ABOUT THIS TASK: Search the records for the word "Coopers". Copy every line where it appears.

RAW DATA:
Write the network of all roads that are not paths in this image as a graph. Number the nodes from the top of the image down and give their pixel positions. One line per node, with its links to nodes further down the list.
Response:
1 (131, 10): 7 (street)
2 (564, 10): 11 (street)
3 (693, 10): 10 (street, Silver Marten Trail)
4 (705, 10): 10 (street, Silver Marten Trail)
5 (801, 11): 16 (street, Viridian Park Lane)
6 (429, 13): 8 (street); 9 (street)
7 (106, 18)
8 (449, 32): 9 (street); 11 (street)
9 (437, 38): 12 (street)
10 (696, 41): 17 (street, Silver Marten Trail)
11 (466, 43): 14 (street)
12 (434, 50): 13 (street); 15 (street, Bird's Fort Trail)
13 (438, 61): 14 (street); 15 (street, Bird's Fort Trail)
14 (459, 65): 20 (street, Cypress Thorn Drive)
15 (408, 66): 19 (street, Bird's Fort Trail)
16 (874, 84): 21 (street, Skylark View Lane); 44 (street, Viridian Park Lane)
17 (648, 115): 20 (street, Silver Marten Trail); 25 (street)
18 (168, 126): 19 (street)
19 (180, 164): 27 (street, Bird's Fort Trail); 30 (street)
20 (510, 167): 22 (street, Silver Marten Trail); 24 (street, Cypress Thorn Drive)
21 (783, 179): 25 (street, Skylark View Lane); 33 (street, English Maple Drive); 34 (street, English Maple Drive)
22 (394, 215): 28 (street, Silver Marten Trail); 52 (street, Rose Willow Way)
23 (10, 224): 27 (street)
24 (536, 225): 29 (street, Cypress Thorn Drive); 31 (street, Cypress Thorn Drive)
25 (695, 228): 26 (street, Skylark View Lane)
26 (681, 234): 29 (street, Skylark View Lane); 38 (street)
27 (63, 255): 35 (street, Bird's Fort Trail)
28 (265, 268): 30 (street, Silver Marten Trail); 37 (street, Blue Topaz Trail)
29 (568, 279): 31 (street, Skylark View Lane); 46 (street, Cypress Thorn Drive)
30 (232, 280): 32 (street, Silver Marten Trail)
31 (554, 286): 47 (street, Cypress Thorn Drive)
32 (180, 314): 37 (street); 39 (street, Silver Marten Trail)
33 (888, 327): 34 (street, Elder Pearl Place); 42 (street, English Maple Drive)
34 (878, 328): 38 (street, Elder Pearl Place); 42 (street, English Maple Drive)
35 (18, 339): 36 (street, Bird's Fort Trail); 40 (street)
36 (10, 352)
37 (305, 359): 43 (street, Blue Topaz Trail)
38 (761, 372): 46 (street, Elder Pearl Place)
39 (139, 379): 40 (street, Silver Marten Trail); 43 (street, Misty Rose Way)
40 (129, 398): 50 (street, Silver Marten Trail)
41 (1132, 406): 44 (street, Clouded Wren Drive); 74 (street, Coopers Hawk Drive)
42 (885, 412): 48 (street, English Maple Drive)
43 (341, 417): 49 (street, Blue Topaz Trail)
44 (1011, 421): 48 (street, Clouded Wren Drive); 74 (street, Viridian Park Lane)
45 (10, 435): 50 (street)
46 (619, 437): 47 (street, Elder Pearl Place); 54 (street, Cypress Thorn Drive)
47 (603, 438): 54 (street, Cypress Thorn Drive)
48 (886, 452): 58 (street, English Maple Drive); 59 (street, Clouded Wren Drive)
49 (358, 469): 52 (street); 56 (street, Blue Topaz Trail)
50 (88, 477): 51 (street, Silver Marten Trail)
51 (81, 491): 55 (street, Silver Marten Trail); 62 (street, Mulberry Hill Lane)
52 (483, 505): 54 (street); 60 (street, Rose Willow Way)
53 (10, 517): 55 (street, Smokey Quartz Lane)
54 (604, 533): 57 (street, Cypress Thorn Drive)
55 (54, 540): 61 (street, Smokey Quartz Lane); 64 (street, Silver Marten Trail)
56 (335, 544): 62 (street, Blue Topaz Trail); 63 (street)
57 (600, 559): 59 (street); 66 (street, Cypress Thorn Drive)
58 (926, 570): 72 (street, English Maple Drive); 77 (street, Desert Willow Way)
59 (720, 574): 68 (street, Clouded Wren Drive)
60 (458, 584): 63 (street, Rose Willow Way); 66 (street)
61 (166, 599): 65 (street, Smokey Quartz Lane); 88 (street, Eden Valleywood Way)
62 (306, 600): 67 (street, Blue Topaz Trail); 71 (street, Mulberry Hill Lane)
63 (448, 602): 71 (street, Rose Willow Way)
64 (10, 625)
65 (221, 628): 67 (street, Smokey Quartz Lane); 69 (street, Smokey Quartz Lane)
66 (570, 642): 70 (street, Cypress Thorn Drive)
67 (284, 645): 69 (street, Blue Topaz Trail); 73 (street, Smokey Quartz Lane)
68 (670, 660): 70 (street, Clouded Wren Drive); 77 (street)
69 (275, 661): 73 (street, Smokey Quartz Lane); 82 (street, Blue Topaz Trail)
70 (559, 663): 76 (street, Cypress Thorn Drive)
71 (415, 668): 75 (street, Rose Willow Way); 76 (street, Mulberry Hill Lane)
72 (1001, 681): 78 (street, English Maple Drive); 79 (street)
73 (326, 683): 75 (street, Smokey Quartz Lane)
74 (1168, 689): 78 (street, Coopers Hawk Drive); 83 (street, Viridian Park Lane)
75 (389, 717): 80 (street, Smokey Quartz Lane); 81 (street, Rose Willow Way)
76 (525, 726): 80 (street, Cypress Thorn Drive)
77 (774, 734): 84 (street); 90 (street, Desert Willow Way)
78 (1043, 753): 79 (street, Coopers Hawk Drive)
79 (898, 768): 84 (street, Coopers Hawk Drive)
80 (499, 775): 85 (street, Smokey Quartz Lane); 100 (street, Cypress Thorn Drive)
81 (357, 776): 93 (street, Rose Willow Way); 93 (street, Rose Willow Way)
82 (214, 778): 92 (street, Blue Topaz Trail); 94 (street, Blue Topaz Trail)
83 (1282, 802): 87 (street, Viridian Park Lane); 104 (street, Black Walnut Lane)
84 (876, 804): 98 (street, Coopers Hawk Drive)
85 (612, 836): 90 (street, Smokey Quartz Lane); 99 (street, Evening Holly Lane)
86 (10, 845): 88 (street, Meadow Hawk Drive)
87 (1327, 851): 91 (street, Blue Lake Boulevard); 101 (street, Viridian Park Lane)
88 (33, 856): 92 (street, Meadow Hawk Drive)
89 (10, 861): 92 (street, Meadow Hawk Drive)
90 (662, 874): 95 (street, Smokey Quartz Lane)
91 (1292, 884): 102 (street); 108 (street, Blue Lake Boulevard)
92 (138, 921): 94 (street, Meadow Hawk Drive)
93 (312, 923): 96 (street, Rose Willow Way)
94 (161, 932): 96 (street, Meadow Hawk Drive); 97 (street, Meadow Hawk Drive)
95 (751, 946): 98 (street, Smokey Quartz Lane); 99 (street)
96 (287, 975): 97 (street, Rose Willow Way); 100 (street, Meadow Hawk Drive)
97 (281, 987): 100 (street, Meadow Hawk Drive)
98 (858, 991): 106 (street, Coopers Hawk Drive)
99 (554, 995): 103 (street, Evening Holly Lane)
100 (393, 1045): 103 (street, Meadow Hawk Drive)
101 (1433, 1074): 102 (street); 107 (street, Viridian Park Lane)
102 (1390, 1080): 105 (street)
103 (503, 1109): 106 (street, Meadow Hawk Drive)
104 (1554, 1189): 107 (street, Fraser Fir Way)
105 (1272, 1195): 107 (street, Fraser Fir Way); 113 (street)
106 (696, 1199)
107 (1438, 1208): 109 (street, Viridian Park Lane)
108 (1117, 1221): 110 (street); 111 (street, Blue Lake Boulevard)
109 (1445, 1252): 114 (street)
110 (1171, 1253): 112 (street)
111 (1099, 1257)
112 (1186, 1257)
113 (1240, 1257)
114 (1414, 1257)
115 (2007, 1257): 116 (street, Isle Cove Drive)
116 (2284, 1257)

EXERCISE RESULT:
41 (1132, 406): 44 (street, Clouded Wren Drive); 74 (street, Coopers Hawk Drive)
74 (1168, 689): 78 (street, Coopers Hawk Drive); 83 (street, Viridian Park Lane)
78 (1043, 753): 79 (street, Coopers Hawk Drive)
79 (898, 768): 84 (street, Coopers Hawk Drive)
84 (876, 804): 98 (street, Coopers Hawk Drive)
98 (858, 991): 106 (street, Coopers Hawk Drive)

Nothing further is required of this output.